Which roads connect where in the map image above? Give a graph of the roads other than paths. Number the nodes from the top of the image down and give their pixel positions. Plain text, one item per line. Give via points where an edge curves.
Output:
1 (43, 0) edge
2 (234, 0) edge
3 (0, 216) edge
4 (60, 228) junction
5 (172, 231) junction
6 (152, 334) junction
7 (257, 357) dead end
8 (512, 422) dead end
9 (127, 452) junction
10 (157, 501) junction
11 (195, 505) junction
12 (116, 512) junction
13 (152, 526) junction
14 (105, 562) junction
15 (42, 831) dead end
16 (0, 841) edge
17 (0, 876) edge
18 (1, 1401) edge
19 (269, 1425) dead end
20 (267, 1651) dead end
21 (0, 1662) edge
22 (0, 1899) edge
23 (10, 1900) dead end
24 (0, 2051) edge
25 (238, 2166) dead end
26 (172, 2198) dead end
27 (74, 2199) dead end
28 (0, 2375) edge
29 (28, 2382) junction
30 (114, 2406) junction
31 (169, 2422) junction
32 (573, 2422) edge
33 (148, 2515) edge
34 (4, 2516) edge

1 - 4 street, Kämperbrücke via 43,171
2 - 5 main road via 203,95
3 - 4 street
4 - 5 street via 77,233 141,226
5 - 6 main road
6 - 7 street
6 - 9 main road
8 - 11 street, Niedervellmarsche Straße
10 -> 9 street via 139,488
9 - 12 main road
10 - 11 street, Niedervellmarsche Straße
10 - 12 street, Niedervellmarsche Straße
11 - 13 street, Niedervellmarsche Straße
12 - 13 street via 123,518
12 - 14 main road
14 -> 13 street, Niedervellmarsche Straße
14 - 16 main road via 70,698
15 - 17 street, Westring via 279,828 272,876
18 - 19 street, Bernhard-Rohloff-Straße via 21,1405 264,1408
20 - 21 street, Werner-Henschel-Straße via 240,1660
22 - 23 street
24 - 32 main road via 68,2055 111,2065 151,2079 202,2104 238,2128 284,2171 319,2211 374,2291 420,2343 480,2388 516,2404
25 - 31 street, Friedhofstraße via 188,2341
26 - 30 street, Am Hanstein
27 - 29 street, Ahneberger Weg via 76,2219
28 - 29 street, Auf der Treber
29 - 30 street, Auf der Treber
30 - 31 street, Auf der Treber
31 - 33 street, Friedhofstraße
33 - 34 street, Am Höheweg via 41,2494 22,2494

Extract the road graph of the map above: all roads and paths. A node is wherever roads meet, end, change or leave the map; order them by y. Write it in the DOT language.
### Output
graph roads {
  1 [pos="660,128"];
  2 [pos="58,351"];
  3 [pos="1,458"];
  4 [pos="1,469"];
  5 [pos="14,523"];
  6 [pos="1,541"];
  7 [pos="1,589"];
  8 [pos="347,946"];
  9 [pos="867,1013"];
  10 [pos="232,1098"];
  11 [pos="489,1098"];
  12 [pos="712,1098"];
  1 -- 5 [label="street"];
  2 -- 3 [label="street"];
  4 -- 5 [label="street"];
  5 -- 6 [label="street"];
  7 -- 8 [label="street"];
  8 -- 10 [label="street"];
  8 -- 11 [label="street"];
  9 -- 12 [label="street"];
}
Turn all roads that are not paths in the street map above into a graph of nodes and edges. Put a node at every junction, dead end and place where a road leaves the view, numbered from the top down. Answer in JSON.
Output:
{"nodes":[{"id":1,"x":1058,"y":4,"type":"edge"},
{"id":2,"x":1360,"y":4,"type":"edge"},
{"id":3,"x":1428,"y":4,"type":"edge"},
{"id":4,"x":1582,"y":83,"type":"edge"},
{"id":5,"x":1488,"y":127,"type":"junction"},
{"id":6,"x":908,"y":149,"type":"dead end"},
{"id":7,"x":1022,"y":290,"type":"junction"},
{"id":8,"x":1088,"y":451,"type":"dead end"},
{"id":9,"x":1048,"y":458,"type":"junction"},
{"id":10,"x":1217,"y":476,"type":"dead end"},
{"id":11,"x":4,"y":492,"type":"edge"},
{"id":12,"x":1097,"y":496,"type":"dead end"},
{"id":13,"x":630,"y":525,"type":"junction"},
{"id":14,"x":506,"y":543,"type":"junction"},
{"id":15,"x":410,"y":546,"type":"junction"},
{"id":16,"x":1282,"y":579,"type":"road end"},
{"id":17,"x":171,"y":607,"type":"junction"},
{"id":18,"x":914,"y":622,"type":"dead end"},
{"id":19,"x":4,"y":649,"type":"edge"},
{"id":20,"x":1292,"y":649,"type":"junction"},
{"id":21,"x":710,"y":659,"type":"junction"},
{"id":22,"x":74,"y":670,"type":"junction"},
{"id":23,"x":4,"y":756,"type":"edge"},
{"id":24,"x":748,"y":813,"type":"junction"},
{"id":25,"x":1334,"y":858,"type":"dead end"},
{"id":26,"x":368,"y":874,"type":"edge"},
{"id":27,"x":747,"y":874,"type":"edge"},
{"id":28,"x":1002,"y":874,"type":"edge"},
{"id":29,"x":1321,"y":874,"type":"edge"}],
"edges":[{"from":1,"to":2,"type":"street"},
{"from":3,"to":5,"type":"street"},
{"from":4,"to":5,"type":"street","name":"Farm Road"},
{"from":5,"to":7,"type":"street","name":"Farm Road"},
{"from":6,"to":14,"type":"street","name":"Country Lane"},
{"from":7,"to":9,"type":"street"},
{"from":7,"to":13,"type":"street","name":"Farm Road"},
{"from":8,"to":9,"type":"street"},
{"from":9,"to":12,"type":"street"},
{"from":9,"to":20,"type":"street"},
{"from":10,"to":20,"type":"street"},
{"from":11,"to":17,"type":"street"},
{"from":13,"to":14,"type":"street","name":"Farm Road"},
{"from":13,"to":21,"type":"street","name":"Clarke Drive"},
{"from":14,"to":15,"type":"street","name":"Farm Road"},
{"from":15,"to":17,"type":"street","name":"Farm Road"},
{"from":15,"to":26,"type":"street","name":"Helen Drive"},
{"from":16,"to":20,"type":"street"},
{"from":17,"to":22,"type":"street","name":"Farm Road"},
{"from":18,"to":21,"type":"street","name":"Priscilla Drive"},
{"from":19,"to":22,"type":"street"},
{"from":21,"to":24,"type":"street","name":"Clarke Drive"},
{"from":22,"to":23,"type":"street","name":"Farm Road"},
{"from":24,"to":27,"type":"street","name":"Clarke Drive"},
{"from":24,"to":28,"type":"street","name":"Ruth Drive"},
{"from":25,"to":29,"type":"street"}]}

**Work instruction**
Return every line of the data above in which "Treber" appears.

**Answer area**
28 - 29 street, Auf der Treber
29 - 30 street, Auf der Treber
30 - 31 street, Auf der Treber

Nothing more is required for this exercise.